→ Task instructions: Every record below needs to be retyped exactly as it appears.

→ Provided material:
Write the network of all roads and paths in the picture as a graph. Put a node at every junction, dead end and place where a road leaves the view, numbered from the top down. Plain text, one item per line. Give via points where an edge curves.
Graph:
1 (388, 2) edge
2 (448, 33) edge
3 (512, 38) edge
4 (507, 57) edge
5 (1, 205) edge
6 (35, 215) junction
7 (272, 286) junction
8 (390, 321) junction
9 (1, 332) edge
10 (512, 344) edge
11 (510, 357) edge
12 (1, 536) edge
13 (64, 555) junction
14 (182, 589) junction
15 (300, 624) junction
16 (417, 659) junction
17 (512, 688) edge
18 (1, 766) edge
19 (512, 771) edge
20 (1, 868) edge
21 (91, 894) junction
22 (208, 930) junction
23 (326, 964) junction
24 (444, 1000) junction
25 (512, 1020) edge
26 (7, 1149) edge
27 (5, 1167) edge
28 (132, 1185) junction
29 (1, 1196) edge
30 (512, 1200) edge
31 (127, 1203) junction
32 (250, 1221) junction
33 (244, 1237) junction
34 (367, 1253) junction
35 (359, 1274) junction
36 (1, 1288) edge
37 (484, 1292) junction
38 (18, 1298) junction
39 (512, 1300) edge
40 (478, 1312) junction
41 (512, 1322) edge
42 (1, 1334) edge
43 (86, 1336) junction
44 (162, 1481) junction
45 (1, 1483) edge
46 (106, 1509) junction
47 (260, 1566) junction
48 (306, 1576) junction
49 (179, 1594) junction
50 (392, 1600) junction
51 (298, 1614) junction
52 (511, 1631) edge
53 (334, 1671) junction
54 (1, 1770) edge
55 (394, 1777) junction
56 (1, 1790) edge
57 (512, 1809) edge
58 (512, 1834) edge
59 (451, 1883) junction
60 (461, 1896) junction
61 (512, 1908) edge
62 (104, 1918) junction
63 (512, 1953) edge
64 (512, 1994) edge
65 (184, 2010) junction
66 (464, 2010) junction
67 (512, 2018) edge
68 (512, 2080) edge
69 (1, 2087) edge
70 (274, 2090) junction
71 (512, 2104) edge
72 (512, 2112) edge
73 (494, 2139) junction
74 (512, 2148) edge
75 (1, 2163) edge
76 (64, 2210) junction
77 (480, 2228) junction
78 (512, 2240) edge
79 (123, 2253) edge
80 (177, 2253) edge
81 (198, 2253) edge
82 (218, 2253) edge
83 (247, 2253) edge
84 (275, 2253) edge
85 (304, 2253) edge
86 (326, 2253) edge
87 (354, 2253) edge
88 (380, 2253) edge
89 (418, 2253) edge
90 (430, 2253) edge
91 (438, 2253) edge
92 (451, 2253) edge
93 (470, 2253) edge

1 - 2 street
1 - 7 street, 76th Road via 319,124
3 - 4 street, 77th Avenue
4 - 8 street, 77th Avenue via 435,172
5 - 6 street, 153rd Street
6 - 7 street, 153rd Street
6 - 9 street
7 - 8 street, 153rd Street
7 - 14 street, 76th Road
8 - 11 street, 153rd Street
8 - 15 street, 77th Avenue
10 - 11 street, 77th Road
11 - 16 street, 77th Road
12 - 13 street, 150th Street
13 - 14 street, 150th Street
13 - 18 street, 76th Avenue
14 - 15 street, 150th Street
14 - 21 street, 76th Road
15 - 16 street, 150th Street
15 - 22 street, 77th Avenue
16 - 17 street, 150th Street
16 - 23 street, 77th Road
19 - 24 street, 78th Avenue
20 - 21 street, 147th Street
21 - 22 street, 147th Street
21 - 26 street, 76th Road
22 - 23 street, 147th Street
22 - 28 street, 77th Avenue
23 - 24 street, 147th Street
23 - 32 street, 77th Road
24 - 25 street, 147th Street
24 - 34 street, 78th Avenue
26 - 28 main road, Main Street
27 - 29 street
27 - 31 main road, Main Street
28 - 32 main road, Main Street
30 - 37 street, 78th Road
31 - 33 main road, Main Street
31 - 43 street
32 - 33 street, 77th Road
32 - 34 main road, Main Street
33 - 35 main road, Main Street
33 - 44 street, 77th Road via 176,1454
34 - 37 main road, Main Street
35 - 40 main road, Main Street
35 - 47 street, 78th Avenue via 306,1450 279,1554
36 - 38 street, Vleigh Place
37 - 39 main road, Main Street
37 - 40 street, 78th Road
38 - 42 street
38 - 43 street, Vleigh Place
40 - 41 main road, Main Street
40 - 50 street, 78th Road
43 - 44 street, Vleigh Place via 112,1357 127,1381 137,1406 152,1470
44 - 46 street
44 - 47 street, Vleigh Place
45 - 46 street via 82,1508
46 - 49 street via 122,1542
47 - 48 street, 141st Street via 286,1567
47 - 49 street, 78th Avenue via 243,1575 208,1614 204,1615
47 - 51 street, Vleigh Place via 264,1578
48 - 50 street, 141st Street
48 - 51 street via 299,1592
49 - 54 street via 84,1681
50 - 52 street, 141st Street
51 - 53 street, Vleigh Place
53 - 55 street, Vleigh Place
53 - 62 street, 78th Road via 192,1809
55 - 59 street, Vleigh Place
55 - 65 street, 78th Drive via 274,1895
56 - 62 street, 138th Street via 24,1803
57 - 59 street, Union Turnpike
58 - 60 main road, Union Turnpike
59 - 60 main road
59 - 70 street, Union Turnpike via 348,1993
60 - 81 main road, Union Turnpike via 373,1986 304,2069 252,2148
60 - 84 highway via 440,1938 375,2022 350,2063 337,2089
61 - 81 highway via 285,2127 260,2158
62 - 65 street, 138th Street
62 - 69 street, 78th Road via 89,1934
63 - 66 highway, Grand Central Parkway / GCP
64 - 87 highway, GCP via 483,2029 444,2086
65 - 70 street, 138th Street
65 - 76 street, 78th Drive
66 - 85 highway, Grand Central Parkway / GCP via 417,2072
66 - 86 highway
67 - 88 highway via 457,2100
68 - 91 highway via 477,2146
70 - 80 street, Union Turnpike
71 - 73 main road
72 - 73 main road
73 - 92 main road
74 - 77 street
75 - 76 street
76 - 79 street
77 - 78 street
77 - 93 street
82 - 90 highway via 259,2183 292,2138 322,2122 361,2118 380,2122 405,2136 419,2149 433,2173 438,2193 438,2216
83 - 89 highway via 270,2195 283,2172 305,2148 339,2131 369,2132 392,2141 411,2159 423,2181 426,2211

→ Solution:
Write the network of all roads and paths in the picture as a graph. Put a node at every junction, dead end and place where a road leaves the view, numbered from the top down. Plain text, one item per line. Give via points where an edge curves.
Graph:
1 (388, 2) edge
2 (448, 33) edge
3 (512, 38) edge
4 (507, 57) edge
5 (1, 205) edge
6 (35, 215) junction
7 (272, 286) junction
8 (390, 321) junction
9 (1, 332) edge
10 (512, 344) edge
11 (510, 357) edge
12 (1, 536) edge
13 (64, 555) junction
14 (182, 589) junction
15 (300, 624) junction
16 (417, 659) junction
17 (512, 688) edge
18 (1, 766) edge
19 (512, 771) edge
20 (1, 868) edge
21 (91, 894) junction
22 (208, 930) junction
23 (326, 964) junction
24 (444, 1000) junction
25 (512, 1020) edge
26 (7, 1149) edge
27 (5, 1167) edge
28 (132, 1185) junction
29 (1, 1196) edge
30 (512, 1200) edge
31 (127, 1203) junction
32 (250, 1221) junction
33 (244, 1237) junction
34 (367, 1253) junction
35 (359, 1274) junction
36 (1, 1288) edge
37 (484, 1292) junction
38 (18, 1298) junction
39 (512, 1300) edge
40 (478, 1312) junction
41 (512, 1322) edge
42 (1, 1334) edge
43 (86, 1336) junction
44 (162, 1481) junction
45 (1, 1483) edge
46 (106, 1509) junction
47 (260, 1566) junction
48 (306, 1576) junction
49 (179, 1594) junction
50 (392, 1600) junction
51 (298, 1614) junction
52 (511, 1631) edge
53 (334, 1671) junction
54 (1, 1770) edge
55 (394, 1777) junction
56 (1, 1790) edge
57 (512, 1809) edge
58 (512, 1834) edge
59 (451, 1883) junction
60 (461, 1896) junction
61 (512, 1908) edge
62 (104, 1918) junction
63 (512, 1953) edge
64 (512, 1994) edge
65 (184, 2010) junction
66 (464, 2010) junction
67 (512, 2018) edge
68 (512, 2080) edge
69 (1, 2087) edge
70 (274, 2090) junction
71 (512, 2104) edge
72 (512, 2112) edge
73 (494, 2139) junction
74 (512, 2148) edge
75 (1, 2163) edge
76 (64, 2210) junction
77 (480, 2228) junction
78 (512, 2240) edge
79 (123, 2253) edge
80 (177, 2253) edge
81 (198, 2253) edge
82 (218, 2253) edge
83 (247, 2253) edge
84 (275, 2253) edge
85 (304, 2253) edge
86 (326, 2253) edge
87 (354, 2253) edge
88 (380, 2253) edge
89 (418, 2253) edge
90 (430, 2253) edge
91 (438, 2253) edge
92 (451, 2253) edge
93 (470, 2253) edge

1 - 2 street
1 - 7 street, 76th Road via 319,124
3 - 4 street, 77th Avenue
4 - 8 street, 77th Avenue via 435,172
5 - 6 street, 153rd Street
6 - 7 street, 153rd Street
6 - 9 street
7 - 8 street, 153rd Street
7 - 14 street, 76th Road
8 - 11 street, 153rd Street
8 - 15 street, 77th Avenue
10 - 11 street, 77th Road
11 - 16 street, 77th Road
12 - 13 street, 150th Street
13 - 14 street, 150th Street
13 - 18 street, 76th Avenue
14 - 15 street, 150th Street
14 - 21 street, 76th Road
15 - 16 street, 150th Street
15 - 22 street, 77th Avenue
16 - 17 street, 150th Street
16 - 23 street, 77th Road
19 - 24 street, 78th Avenue
20 - 21 street, 147th Street
21 - 22 street, 147th Street
21 - 26 street, 76th Road
22 - 23 street, 147th Street
22 - 28 street, 77th Avenue
23 - 24 street, 147th Street
23 - 32 street, 77th Road
24 - 25 street, 147th Street
24 - 34 street, 78th Avenue
26 - 28 main road, Main Street
27 - 29 street
27 - 31 main road, Main Street
28 - 32 main road, Main Street
30 - 37 street, 78th Road
31 - 33 main road, Main Street
31 - 43 street
32 - 33 street, 77th Road
32 - 34 main road, Main Street
33 - 35 main road, Main Street
33 - 44 street, 77th Road via 176,1454
34 - 37 main road, Main Street
35 - 40 main road, Main Street
35 - 47 street, 78th Avenue via 306,1450 279,1554
36 - 38 street, Vleigh Place
37 - 39 main road, Main Street
37 - 40 street, 78th Road
38 - 42 street
38 - 43 street, Vleigh Place
40 - 41 main road, Main Street
40 - 50 street, 78th Road
43 - 44 street, Vleigh Place via 112,1357 127,1381 137,1406 152,1470
44 - 46 street
44 - 47 street, Vleigh Place
45 - 46 street via 82,1508
46 - 49 street via 122,1542
47 - 48 street, 141st Street via 286,1567
47 - 49 street, 78th Avenue via 243,1575 208,1614 204,1615
47 - 51 street, Vleigh Place via 264,1578
48 - 50 street, 141st Street
48 - 51 street via 299,1592
49 - 54 street via 84,1681
50 - 52 street, 141st Street
51 - 53 street, Vleigh Place
53 - 55 street, Vleigh Place
53 - 62 street, 78th Road via 192,1809
55 - 59 street, Vleigh Place
55 - 65 street, 78th Drive via 274,1895
56 - 62 street, 138th Street via 24,1803
57 - 59 street, Union Turnpike
58 - 60 main road, Union Turnpike
59 - 60 main road
59 - 70 street, Union Turnpike via 348,1993
60 - 81 main road, Union Turnpike via 373,1986 304,2069 252,2148
60 - 84 highway via 440,1938 375,2022 350,2063 337,2089
61 - 81 highway via 285,2127 260,2158
62 - 65 street, 138th Street
62 - 69 street, 78th Road via 89,1934
63 - 66 highway, Grand Central Parkway / GCP
64 - 87 highway, GCP via 483,2029 444,2086
65 - 70 street, 138th Street
65 - 76 street, 78th Drive
66 - 85 highway, Grand Central Parkway / GCP via 417,2072
66 - 86 highway
67 - 88 highway via 457,2100
68 - 91 highway via 477,2146
70 - 80 street, Union Turnpike
71 - 73 main road
72 - 73 main road
73 - 92 main road
74 - 77 street
75 - 76 street
76 - 79 street
77 - 78 street
77 - 93 street
82 - 90 highway via 259,2183 292,2138 322,2122 361,2118 380,2122 405,2136 419,2149 433,2173 438,2193 438,2216
83 - 89 highway via 270,2195 283,2172 305,2148 339,2131 369,2132 392,2141 411,2159 423,2181 426,2211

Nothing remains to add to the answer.